** Opening Exercise inputs block **

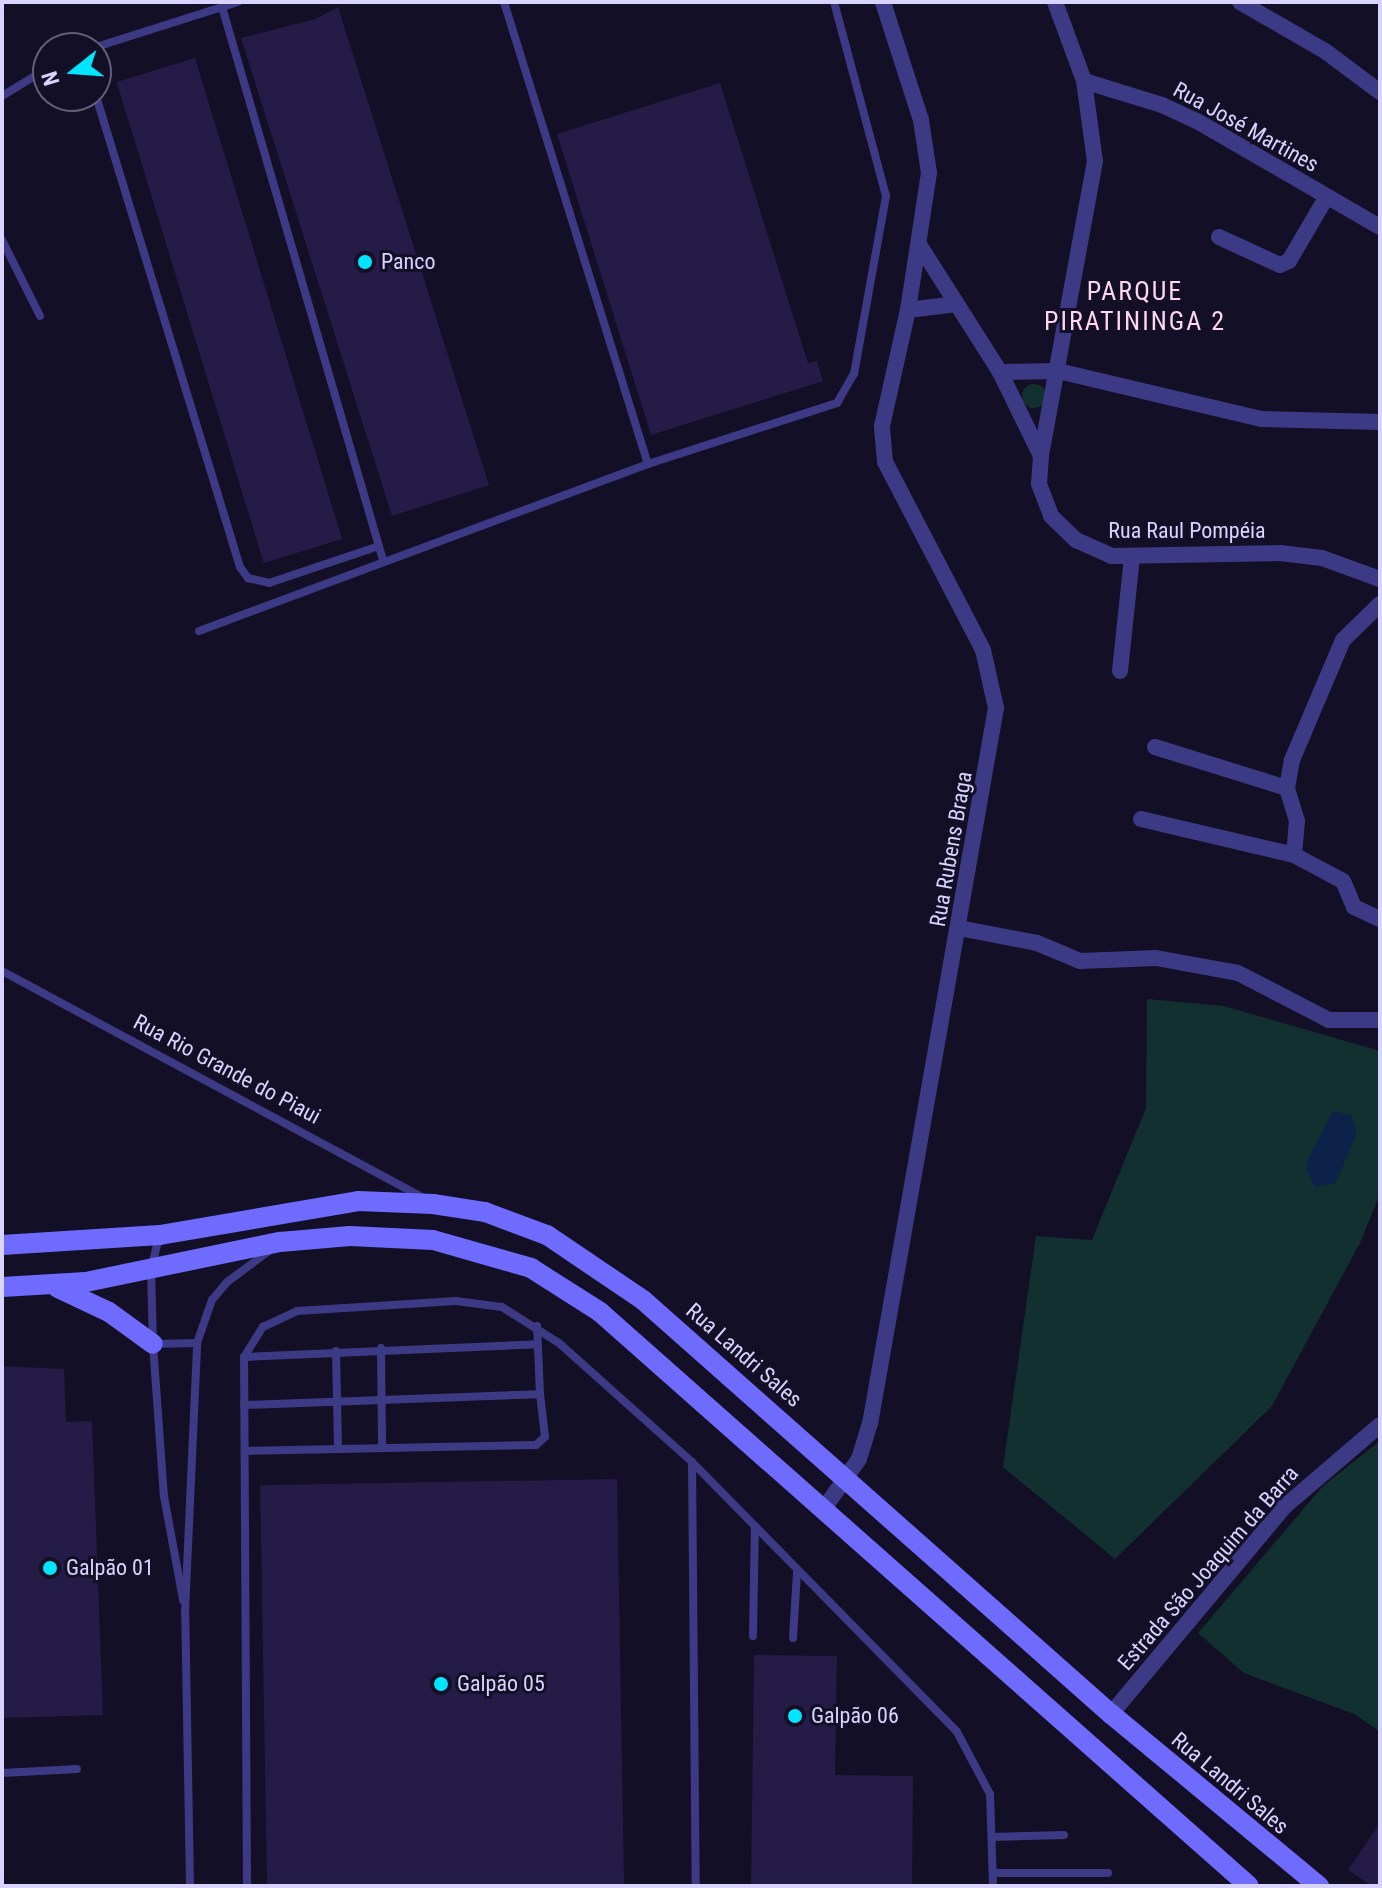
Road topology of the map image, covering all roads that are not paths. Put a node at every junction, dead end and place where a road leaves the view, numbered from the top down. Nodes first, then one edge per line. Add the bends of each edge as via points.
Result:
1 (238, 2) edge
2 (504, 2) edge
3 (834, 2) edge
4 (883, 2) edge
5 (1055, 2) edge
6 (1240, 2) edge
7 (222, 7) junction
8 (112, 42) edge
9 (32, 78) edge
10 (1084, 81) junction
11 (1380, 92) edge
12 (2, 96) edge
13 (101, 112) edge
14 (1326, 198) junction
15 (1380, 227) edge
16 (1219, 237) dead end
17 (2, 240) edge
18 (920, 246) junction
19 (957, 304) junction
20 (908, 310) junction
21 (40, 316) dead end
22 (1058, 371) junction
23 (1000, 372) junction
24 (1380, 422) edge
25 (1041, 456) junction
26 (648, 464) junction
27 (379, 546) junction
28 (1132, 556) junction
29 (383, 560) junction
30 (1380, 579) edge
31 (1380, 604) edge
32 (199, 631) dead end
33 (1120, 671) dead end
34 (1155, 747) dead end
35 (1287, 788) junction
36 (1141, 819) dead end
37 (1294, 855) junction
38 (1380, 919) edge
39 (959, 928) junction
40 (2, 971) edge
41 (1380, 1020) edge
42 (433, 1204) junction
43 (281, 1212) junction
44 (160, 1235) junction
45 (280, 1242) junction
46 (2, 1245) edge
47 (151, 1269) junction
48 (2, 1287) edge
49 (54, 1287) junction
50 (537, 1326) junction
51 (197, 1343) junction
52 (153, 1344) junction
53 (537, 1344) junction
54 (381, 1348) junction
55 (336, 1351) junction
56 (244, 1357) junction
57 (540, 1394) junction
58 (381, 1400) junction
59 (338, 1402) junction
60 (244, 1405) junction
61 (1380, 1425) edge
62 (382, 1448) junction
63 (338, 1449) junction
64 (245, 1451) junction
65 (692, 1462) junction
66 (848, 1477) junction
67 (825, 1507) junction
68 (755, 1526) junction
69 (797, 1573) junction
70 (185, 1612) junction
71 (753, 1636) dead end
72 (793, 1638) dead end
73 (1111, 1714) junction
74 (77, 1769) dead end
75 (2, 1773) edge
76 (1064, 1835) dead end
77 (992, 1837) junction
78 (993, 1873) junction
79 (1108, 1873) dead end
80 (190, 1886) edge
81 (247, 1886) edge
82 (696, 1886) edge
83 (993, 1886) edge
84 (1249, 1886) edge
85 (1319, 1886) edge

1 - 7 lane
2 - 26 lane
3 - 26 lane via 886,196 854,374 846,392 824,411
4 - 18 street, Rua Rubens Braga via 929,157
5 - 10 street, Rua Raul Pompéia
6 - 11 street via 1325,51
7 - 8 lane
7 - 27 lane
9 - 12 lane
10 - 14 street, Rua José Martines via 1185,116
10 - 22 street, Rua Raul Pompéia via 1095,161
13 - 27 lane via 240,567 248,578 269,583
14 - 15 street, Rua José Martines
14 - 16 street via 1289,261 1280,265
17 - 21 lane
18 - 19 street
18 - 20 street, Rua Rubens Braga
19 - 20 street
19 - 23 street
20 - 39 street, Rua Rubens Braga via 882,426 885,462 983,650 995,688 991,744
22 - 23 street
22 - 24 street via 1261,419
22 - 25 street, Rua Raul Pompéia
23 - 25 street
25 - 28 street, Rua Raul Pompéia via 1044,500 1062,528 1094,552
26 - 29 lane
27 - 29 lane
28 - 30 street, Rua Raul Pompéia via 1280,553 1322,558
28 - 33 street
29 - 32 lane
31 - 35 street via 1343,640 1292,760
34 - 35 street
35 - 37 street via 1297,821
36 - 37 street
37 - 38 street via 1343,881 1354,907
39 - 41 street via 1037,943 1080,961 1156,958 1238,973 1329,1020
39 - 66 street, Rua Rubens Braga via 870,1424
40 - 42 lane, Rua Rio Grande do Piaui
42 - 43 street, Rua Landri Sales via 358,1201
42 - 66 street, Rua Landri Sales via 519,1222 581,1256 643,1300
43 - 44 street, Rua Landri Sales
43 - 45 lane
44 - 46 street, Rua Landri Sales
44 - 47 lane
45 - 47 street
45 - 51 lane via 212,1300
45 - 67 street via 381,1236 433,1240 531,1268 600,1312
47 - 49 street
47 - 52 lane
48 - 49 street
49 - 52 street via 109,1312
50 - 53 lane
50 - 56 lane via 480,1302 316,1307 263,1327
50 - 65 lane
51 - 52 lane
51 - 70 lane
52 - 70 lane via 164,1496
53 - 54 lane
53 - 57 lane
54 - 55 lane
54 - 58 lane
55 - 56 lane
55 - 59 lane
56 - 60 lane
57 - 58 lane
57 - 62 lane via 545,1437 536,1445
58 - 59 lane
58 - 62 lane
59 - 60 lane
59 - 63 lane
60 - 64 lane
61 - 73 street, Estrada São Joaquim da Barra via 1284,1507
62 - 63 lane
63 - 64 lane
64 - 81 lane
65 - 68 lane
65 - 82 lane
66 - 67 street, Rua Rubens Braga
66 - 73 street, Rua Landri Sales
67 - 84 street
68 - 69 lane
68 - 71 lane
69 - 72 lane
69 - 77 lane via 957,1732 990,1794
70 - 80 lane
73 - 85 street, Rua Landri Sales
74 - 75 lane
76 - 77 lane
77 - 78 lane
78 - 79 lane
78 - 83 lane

** Closing Exercise inputs block **

If a line in the material contains "Raul", show it.

5 - 10 street, Rua Raul Pompéia
10 - 22 street, Rua Raul Pompéia via 1095,161
22 - 25 street, Rua Raul Pompéia
25 - 28 street, Rua Raul Pompéia via 1044,500 1062,528 1094,552
28 - 30 street, Rua Raul Pompéia via 1280,553 1322,558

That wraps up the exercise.